Não sei, mas me parece que nesse tipo de estrutura a forma sem _it _é bem mais comum do que a outra. O mesmo acontece com o exemplo abaixo:

... that Emperor Showa (Hirohito) pursued world peace consistently and made strenuous efforts to avoid war, *as is widely known*. 



			
				Macunaíma said:
			
		

> Não sei bem o porquê de uma escolha ou de outra, acho que eu devo ter desenvolvido algum instinto natural quanto a esses usos.


Pois é, e eu te invejo por isso. Mas é muito comum não-nativos usarem indevidamente o _it _nas _as-clauses_, por isso resolvi tentar entender melhor esse assunto. Achei alguma coisa sobre isso no site LinguistList e nas gramáticas _The Cambridge Grammar of the English Language_ e _A Comprehensive Grammar of the English Language_. Só que além de não ter achado esse material muito conclusivo, esses textos parecem se contradizer em alguns pontos. 

Uma vez deixei essa dúvida no site AllExperts. Mas infelizmente o "expert" em questão me informou que ele não responde "homework questions". Será que ele esperava perguntas do tipo que qualquer dicionário resolveria?
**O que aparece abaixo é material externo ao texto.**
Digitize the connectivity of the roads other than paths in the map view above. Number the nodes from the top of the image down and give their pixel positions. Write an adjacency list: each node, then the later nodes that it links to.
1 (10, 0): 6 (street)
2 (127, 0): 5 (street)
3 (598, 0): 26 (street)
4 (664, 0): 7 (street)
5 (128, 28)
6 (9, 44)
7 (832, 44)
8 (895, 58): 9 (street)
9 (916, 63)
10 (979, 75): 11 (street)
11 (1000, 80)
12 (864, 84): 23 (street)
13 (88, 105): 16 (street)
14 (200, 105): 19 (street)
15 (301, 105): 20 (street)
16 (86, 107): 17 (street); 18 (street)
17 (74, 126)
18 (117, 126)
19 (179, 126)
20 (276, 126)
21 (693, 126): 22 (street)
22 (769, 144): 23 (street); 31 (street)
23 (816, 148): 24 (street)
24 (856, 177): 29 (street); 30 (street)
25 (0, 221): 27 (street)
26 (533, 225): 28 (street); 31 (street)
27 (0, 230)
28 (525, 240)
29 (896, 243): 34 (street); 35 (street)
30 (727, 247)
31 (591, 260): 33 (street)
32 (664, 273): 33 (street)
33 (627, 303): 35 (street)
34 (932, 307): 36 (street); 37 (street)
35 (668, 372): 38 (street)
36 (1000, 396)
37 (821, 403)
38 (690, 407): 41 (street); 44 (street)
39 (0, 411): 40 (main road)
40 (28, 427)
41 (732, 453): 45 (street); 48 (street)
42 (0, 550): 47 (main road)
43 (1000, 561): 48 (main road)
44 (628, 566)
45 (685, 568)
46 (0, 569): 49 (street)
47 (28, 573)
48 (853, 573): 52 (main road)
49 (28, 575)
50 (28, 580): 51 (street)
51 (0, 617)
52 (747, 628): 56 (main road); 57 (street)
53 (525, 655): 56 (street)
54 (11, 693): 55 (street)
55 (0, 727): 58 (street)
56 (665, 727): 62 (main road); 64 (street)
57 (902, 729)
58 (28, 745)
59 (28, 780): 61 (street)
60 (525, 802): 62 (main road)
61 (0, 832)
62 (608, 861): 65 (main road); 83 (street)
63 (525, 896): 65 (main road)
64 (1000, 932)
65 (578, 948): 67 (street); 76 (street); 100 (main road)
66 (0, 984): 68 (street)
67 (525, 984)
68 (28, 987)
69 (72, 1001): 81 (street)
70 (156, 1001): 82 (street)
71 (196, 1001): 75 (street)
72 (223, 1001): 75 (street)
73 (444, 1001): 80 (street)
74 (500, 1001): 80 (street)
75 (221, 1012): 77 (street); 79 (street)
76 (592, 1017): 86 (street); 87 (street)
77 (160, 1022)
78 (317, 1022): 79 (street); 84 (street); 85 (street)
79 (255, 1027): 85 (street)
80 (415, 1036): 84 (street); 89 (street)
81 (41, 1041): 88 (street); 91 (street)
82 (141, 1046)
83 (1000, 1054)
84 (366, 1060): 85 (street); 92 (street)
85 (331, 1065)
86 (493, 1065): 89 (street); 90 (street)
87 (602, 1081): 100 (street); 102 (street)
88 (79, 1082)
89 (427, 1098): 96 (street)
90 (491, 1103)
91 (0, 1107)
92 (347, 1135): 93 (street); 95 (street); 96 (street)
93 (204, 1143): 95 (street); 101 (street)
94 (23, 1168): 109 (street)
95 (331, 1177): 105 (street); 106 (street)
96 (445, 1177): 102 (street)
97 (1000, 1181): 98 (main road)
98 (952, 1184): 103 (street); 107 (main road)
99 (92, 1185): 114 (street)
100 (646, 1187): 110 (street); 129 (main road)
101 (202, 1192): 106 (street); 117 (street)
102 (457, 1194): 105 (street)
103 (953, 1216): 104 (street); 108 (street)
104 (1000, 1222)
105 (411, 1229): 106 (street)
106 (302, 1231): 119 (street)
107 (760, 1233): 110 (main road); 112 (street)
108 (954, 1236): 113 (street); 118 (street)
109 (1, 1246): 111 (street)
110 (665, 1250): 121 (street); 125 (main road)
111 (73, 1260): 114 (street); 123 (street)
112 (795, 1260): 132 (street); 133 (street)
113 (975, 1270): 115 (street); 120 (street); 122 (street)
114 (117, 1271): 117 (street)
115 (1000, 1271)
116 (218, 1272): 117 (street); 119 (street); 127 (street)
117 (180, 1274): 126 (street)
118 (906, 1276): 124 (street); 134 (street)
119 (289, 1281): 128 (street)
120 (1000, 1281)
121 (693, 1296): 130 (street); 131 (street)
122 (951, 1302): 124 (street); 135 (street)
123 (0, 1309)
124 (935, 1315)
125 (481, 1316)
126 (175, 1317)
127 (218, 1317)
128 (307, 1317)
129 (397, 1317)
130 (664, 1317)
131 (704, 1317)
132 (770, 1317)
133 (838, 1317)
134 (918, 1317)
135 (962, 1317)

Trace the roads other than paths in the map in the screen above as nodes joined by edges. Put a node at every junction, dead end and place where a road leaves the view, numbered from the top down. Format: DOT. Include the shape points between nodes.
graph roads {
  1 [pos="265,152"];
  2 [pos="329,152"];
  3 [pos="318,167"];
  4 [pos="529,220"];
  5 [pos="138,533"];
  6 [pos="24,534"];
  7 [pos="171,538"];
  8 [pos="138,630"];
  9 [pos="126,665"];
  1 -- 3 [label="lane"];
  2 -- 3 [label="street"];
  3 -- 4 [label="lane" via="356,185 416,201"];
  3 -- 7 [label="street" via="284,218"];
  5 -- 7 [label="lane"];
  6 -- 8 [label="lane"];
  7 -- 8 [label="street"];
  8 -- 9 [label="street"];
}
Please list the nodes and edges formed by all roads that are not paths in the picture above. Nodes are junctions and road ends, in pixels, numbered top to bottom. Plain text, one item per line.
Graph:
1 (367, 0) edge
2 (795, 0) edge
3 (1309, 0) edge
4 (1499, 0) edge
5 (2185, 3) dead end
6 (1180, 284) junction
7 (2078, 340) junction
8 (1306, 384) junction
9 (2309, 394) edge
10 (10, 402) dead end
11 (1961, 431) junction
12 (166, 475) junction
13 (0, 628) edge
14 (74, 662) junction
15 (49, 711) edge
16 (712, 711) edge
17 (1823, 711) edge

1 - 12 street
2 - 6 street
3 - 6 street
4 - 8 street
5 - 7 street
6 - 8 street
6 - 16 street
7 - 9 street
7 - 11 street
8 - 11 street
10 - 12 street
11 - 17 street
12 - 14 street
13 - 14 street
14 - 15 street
Esses foram os exemplos que eu pedi que ele explicasse:

(1) She is extremely popular among students, as is common knowledge. (necessarily covert subject)
(2) He is the best candidate, as *it *seems. (necessarily overt subject)
(3) As (*it*) appears from her essay, she has read widely in Romantic literature. (optional use of an overt subject)

Será que alguém sabe explicar quando o _it _é opcional, obrigatório ou impossível?


----------



## Macunaíma

"As happens frequently" pode ser frequente, mas "as frequently happens" é mais frequente ainda.

Olha, eu tô pra te dizer que com verbo na voz passiva omitir o "it" não é muito comum não. A combinação "as was" é altamente cacofônica.

No caso de uma voz passiva no presente, o particípio é tratado como um adjetivo. Nesse caso, realmente é comum omitir o "it". No caso da frase que você cita (do imperador Showa) eu acho que fica melhor sem, porque o que é sabido (it) já foi expresso. Se o "as is widely known" mudasse para o início da frase, eu tenteria a usar o "it".

Esses "instintos naturais" a gente desenvolve lendo na língua, mais até do que ouvindo (para mim funciona melhor; minha memória é do tipo visual), mas também pode servir para consolidar erros. Também existem erros comuns.

Se você for buscar regras claras e rígidas em inglês, que ofereçam segurança depois de aprendidas, você vai enlouquecer. 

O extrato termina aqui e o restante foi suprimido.